To give you an idea of what $61 million is, in 1998 the Buncombe County Board of Commissioners awarded $50,000 to the employees of Champion International to help them buy the company’s two Haywood County paper mills — because of Champion’s economic impact on neighboring Buncombe County. County Manager Wanda Greene cited a $75 million figure, calling it a “tremendous impact.”

The Americans for the Arts study calculated the economic impact of nonprofit arts groups by determining how much they spend each year (including salaries, rent, printing, etc.) and then calculating how much audiences attending these groups’ performances spend over and above the cost of a ticket (on things like parking, dinner, drinks, etc.). Asheville has a population of 68,889, and local arts organizations were reportedly spending $14.6 million to generate $46.3 million in audience spending, yielding a total figure of about $61 million. And that money supports 2,100 full-time-equivalent jobs, the study noted, making local arts nonprofits the fourth largest employer in the Asheville area — behind Mission Hospitals, the Buncombe County Schools and Baxter Healthcare, and ahead of Blue Ridge Paper Products (formerly Champion International).

Forsythe County, N.C., also took part in the Americans for the Arts survey. That county, which includes Winston-Salem, has a population of 306,067. Its arts organizations spent $49.6 million that year, and their audiences spent $27 million, for a total of $76.6 million and 2,765 full-time-equivalent jobs supported.

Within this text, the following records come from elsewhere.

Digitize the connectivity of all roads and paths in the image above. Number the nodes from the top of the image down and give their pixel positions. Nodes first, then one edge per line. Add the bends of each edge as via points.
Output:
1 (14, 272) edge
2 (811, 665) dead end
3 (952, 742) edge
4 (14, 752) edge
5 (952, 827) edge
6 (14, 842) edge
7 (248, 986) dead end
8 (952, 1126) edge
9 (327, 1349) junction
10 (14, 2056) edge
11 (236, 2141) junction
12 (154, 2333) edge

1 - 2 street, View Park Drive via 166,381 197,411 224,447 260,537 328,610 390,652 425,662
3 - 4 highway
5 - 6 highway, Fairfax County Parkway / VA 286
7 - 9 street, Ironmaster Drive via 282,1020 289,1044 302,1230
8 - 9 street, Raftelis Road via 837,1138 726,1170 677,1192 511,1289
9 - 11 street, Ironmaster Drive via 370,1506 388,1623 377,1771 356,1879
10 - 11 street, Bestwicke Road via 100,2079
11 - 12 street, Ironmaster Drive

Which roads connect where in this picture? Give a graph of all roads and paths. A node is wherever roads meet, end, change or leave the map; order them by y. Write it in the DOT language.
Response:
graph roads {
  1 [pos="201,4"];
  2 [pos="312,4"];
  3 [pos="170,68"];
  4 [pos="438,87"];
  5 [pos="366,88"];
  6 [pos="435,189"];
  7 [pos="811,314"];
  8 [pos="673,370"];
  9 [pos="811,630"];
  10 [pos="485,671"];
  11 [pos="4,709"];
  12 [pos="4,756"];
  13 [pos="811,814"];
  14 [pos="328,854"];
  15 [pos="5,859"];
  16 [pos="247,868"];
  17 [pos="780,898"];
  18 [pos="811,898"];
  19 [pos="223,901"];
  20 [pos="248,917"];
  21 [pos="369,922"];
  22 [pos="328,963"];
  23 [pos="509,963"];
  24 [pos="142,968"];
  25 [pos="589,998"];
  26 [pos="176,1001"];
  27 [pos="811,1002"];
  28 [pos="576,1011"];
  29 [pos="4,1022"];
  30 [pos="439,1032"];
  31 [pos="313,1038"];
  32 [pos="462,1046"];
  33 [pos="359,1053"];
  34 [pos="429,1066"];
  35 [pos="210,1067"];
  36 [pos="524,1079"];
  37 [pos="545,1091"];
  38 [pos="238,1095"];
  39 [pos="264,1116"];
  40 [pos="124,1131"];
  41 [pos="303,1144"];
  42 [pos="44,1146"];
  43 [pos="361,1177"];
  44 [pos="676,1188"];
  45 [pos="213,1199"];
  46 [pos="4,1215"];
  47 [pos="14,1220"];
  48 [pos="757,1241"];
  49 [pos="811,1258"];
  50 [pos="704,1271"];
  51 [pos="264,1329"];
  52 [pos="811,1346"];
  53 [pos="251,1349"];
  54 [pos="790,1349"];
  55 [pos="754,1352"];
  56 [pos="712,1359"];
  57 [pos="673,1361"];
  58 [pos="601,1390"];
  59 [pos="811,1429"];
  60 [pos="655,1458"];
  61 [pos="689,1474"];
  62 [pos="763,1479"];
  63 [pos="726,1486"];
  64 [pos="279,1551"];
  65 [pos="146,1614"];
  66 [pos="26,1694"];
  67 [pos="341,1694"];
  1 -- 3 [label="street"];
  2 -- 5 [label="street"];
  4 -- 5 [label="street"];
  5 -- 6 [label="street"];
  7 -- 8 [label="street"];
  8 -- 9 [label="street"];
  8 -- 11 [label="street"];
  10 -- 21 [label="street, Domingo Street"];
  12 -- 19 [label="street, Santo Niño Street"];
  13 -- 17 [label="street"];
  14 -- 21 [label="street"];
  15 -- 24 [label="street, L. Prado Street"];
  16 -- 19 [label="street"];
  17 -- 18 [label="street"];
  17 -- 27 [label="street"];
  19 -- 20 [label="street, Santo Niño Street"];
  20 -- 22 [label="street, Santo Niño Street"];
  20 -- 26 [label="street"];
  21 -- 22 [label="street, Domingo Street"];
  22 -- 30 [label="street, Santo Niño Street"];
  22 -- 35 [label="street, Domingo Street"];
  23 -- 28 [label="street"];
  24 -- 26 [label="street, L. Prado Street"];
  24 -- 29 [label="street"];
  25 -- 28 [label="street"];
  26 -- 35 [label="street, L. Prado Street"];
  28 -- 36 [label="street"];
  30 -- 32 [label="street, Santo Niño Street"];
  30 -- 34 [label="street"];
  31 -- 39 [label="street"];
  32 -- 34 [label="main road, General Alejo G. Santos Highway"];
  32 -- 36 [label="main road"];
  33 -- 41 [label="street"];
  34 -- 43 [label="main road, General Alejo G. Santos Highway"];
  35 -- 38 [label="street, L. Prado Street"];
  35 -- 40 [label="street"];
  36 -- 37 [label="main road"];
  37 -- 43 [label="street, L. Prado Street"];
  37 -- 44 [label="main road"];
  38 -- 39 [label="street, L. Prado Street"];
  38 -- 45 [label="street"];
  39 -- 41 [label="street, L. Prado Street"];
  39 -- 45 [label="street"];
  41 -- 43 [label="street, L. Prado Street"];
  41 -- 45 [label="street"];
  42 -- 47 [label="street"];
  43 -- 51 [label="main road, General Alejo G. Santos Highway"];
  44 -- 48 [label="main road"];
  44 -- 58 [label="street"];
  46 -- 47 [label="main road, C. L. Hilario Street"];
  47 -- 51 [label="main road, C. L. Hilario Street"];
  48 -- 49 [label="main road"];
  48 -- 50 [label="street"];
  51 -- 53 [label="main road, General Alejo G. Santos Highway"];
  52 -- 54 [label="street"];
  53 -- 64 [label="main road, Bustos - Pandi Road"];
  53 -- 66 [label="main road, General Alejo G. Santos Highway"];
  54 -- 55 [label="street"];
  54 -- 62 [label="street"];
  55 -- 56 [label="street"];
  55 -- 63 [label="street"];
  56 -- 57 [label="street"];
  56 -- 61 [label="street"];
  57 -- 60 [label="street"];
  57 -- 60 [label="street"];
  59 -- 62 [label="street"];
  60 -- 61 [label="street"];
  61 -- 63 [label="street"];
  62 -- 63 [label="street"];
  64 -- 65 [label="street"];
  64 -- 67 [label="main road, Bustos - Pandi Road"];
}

Forsythe County’s population is about four-and-a-half times the size of Asheville’s, yet I’m struck by how close the impact numbers are. Of particular note is the fact that Asheville audiences spent 1.75 times as much as those in a significantly bigger urban area. For every dollar they spent, nonprofit arts groups in Asheville generated $3.16 (spent at local stores, parking garages, restaurants, etc.). Forsythe County arts groups, on the other hand, generated just 53 cents on the dollar.

Since its founding in 2002, my small organization, the North Carolina Stage Company, has awarded more than 100 contracts and paid out more than $200,000 in fees to local artists. And despite operating on a shoestring budget of $208,000, it may be pumping $657,280 — or even more — into our local economy every year, based on the findings of the Americans for the Arts survey. The N.C. Stage Company is only one of dozens of arts organizations within the Asheville city limits, and we achieve all this even as the city and county have cut arts funding every year I’ve lived here — and despite the state legislature’s cutting $2 million from the N.C. Arts Council budget.

The survey also found that Asheville’s nonprofit arts groups generated $1.6 million annually in local-government revenue (in the form of taxes, fees, etc.). Yet the current city and county budgets show a total of $356,896 in combined support for the arts (consisting of $300,000 for the maintenance and upkeep of Pack Place, $36,896 in rent subsidies for the Asheville Symphony and a $20,000 grant to the Asheville Area Arts Council). That translates into a financial return of more than 4 to 1. And to make matters worse, the Arts Council, which gave out about $120,000 in operating-support grants last year, is no longer able to raise enough money and is cutting the program.

In other words, Asheville’s thriving arts community, much ballyhooed by the Chamber of Commerce in national publications, is supported on the backs of the hard-working artists themselves (and a small core of dedicated donors). Isn’t it time we stopped taking this incredible local resource for granted and gave it some attention and financial support? Asheville’s nonprofit arts groups cannot continue pumping hundreds of thousands of dollars into the local economy each weekend without more help.

So by all means, find ways to boost the film industry. But keep in mind that without similar consideration, an existing industry that has been a cash cow for the area — and a major draw for cultural tourism — will fade and die.

[Charlie Flynn-McIver is artistic director of the North Carolina Stage Company. He and his wife, Angie (both native North Carolinians), moved here from New York City in August 2001 to start the theater company.]